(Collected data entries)
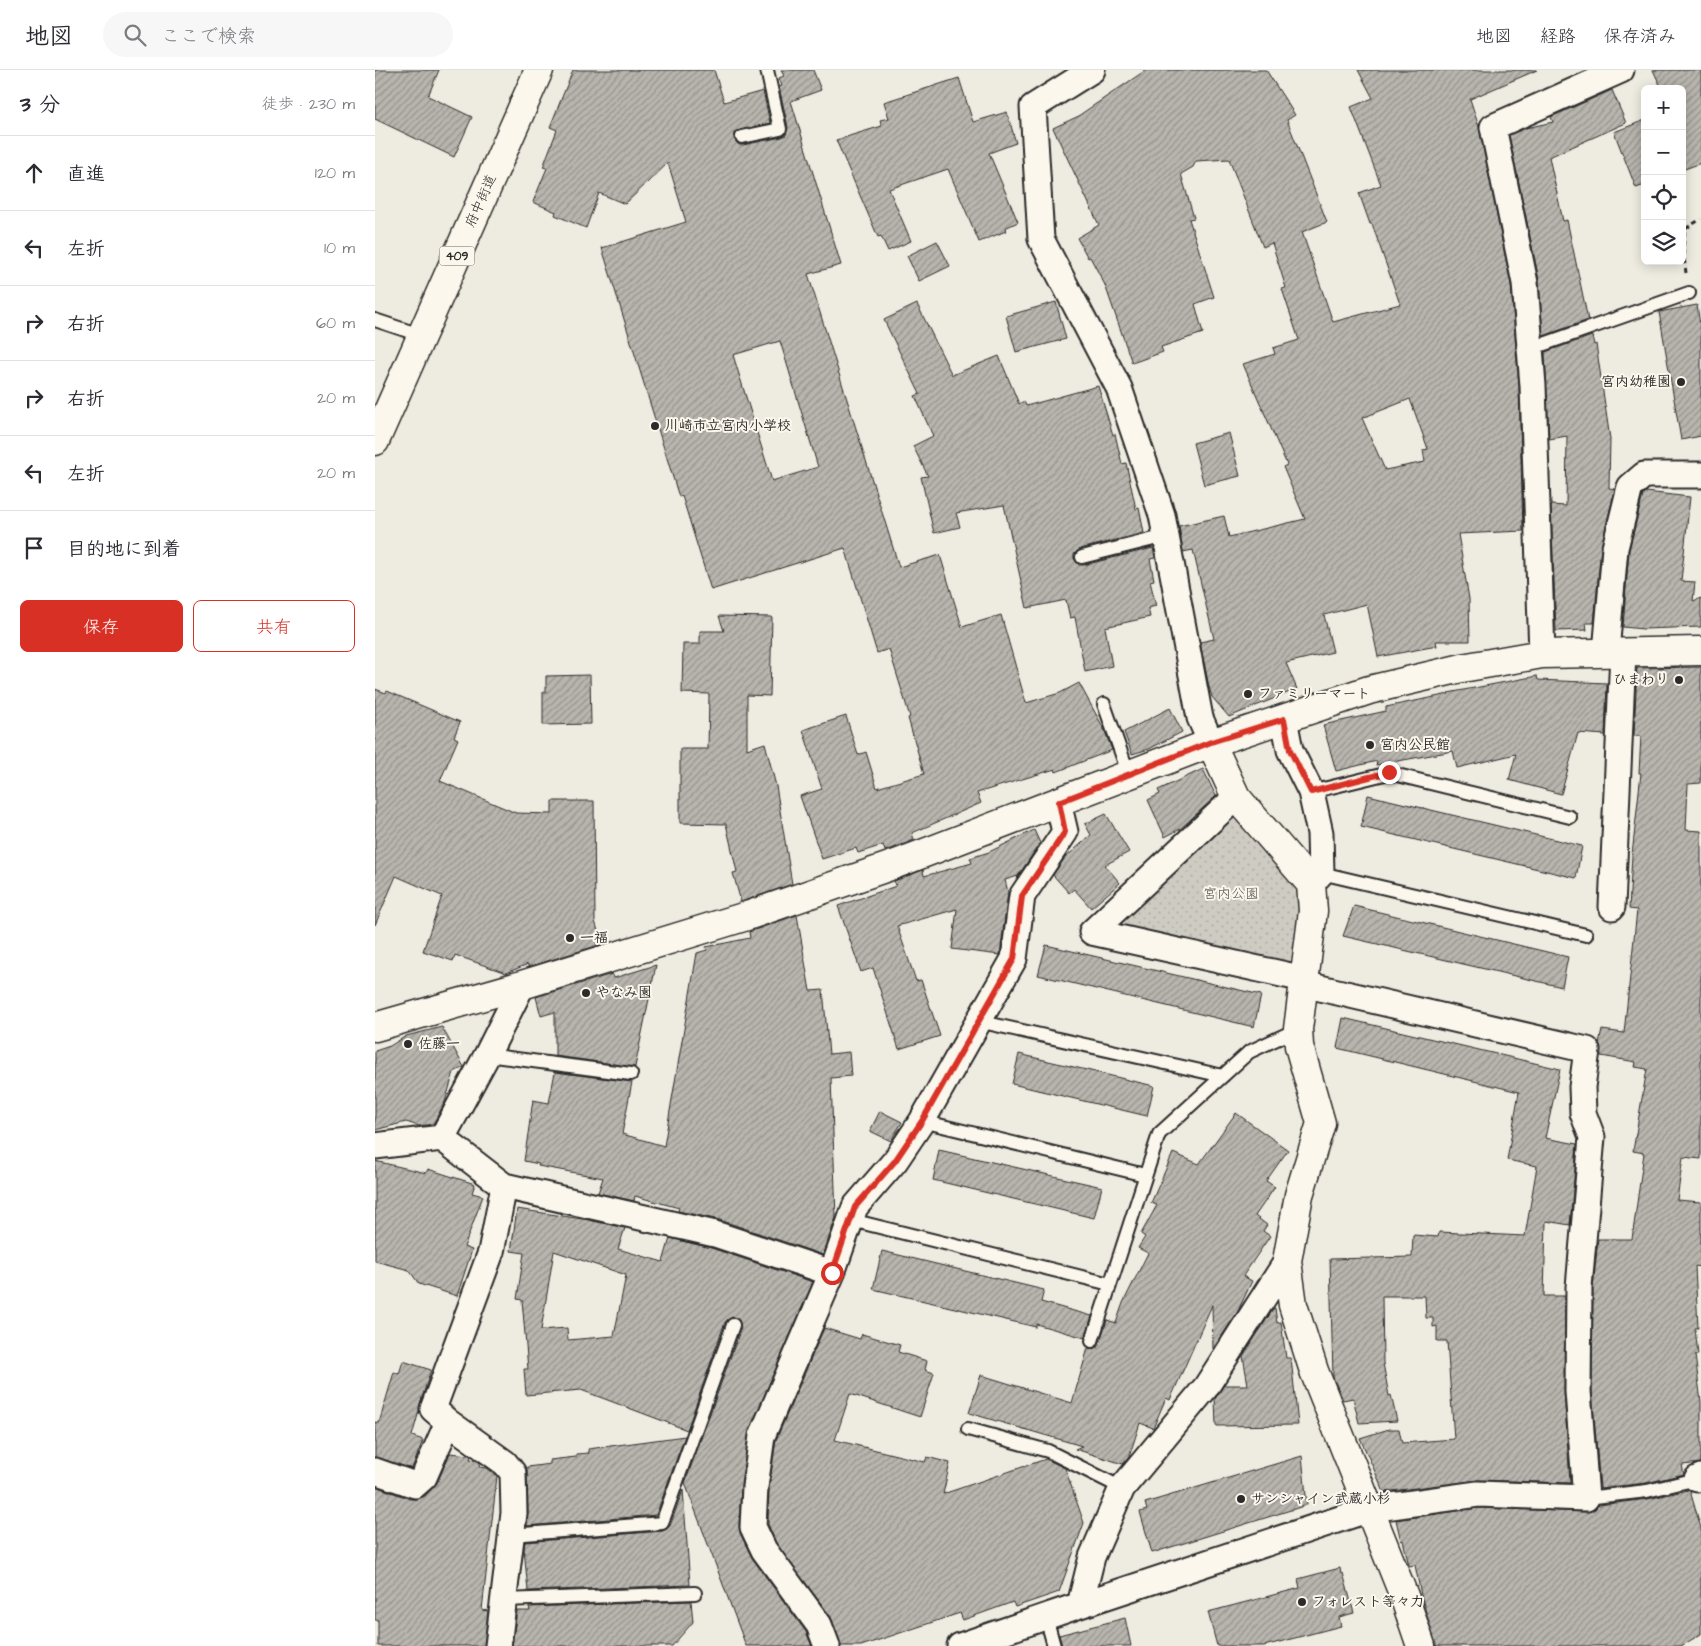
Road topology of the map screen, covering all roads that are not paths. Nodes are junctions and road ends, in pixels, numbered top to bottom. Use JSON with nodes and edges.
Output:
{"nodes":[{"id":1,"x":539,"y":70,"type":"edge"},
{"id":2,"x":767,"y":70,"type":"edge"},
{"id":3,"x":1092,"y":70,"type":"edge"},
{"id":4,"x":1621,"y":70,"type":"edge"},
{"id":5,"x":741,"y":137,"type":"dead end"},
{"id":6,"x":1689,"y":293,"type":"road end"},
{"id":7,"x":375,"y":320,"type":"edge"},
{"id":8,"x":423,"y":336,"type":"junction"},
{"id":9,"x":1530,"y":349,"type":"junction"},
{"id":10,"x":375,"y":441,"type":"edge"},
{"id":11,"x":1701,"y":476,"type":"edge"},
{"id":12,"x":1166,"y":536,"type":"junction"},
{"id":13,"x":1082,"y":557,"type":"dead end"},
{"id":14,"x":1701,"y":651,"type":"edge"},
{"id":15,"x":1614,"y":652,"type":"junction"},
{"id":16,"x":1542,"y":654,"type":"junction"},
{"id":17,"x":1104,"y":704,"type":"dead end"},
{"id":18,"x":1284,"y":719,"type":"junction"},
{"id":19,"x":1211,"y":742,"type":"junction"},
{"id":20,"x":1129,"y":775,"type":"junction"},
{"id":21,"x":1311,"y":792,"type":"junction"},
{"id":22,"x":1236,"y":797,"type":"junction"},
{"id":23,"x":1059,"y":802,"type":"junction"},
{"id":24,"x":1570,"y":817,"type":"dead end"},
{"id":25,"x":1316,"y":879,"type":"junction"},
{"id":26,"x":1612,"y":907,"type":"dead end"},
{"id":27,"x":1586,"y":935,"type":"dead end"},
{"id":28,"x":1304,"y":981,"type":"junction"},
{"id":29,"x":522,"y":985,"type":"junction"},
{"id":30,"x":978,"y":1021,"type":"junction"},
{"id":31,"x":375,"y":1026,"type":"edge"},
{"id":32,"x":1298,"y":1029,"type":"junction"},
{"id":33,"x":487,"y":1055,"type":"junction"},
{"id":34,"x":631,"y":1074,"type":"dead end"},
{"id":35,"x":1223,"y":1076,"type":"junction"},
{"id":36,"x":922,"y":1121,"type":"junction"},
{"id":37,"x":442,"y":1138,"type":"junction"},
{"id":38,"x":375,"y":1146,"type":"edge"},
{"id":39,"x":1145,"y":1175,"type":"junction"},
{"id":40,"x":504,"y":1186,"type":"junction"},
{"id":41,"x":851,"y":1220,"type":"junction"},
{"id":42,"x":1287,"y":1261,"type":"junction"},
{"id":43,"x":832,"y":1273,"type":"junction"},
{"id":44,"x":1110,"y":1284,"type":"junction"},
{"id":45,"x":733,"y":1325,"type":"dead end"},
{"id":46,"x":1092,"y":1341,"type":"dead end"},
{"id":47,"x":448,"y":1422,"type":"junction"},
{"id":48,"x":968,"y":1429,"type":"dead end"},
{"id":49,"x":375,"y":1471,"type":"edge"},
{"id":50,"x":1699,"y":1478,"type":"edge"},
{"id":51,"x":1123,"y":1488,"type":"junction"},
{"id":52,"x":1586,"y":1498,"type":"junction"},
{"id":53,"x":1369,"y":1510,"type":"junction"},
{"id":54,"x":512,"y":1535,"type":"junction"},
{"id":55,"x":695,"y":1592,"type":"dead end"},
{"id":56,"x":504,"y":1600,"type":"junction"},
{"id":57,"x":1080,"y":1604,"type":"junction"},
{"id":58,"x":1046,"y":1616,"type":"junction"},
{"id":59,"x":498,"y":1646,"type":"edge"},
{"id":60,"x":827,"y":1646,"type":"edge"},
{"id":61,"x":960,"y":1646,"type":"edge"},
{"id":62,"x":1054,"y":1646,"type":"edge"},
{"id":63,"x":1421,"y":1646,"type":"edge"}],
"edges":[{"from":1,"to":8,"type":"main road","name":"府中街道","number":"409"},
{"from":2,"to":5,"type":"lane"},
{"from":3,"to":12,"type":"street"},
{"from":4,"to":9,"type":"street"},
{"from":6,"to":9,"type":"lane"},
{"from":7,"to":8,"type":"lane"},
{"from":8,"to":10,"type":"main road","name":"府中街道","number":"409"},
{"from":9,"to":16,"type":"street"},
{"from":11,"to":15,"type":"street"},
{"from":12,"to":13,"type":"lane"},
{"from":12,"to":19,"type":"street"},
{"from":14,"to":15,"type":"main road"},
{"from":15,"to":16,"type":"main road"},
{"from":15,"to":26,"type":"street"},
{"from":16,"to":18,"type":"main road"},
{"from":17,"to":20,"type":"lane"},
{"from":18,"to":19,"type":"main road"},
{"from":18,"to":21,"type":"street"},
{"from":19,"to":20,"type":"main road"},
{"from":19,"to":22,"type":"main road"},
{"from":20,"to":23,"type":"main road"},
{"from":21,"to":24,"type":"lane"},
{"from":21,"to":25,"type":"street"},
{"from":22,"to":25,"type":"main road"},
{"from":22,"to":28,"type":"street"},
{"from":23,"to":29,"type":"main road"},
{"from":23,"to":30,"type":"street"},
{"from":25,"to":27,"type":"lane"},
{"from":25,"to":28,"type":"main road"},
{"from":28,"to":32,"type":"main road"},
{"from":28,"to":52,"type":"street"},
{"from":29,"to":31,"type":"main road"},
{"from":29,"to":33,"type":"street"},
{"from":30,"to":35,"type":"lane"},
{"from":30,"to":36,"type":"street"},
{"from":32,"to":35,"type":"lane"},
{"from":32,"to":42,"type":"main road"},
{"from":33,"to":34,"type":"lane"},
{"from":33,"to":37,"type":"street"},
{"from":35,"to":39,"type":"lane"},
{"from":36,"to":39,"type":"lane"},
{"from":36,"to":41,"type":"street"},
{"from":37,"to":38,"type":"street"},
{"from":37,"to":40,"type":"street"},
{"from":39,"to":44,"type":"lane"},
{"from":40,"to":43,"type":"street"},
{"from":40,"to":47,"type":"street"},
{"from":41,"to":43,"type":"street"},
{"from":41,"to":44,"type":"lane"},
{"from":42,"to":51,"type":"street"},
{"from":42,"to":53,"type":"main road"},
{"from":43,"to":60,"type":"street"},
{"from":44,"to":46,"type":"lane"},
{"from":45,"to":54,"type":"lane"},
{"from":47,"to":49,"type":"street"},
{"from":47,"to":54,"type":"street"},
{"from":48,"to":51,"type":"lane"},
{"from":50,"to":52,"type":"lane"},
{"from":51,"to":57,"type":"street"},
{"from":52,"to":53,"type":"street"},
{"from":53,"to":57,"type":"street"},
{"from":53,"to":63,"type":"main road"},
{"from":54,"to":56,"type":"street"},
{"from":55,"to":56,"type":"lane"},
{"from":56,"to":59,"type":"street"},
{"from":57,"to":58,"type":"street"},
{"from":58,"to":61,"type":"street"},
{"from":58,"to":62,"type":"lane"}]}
* * *
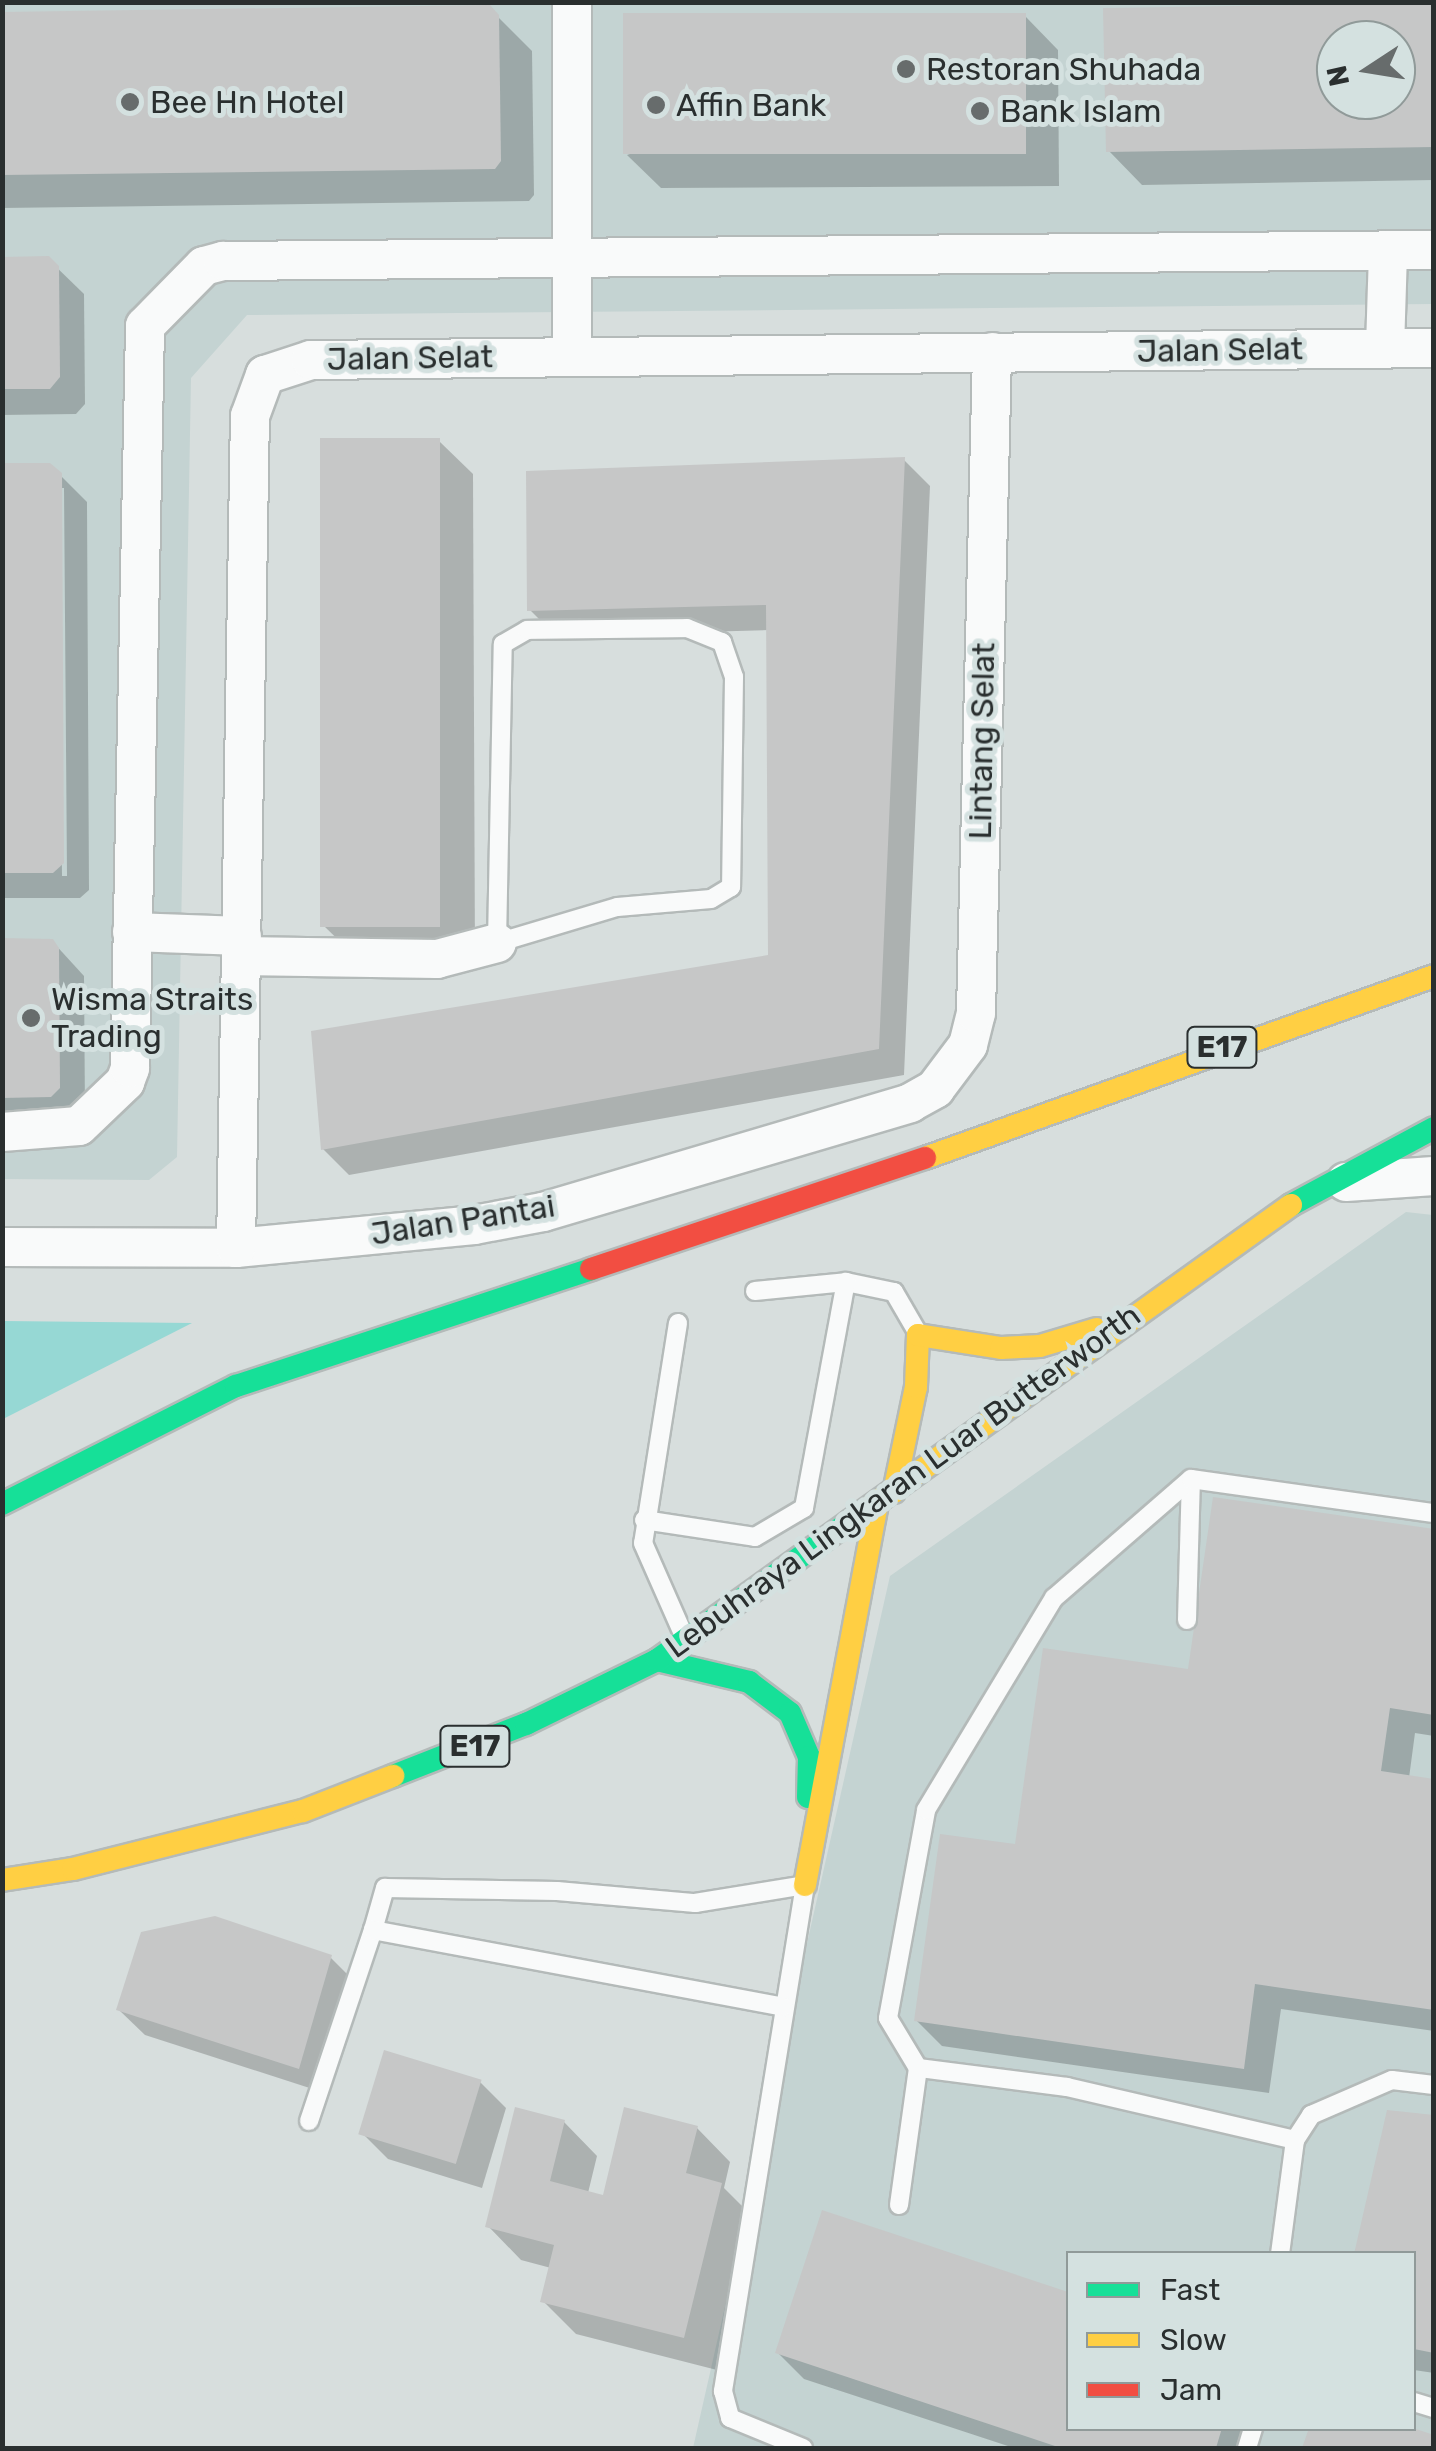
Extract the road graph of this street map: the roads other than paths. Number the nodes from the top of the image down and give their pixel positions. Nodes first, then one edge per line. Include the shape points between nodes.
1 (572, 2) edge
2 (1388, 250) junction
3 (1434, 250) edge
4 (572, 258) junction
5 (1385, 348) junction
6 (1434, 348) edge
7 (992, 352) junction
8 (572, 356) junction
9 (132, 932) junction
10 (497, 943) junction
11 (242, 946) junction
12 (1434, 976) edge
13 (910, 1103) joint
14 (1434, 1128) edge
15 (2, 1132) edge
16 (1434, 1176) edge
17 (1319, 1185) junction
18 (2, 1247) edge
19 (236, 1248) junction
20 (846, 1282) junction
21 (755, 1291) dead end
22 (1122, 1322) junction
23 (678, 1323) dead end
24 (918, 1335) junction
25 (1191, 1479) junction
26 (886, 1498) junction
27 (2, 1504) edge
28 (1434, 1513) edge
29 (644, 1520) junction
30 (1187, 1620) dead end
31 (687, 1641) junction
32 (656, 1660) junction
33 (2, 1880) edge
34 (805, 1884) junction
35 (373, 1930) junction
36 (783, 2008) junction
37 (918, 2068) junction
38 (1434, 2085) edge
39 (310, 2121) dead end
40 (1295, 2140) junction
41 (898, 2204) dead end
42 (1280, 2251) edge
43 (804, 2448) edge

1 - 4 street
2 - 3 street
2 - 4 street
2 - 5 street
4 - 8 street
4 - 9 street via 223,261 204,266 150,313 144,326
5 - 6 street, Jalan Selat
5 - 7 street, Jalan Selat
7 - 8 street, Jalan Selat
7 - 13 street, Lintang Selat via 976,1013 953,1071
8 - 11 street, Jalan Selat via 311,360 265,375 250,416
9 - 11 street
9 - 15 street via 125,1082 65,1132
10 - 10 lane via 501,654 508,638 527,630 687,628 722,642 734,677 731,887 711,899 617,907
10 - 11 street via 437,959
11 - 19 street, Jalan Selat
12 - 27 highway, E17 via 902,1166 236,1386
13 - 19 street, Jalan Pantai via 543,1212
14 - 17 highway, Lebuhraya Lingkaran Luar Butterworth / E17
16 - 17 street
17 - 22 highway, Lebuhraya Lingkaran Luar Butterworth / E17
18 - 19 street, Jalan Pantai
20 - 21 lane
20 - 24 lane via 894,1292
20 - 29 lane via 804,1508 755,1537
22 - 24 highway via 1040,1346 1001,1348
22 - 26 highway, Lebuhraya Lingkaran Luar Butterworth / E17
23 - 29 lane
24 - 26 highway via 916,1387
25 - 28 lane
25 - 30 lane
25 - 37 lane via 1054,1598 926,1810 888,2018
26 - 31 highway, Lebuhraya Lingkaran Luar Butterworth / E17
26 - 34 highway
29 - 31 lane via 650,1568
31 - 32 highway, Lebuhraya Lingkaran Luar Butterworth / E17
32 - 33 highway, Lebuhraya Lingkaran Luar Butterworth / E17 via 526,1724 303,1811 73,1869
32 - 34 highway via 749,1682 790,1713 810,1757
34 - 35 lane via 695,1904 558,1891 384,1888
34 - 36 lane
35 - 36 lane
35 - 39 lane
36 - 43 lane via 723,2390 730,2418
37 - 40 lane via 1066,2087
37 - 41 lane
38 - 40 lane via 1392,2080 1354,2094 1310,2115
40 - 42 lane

> [Work item]: Please return every line of the records above that contains the word "edges".

> [Result of this task]:
Road topology of the map screen, covering all roads that are not paths. Nodes are junctions and road ends, in pixels, numbered top to bottom. Use JSON with nodes and edges.
"edges":[{"from":1,"to":8,"type":"main road","name":"府中街道","number":"409"},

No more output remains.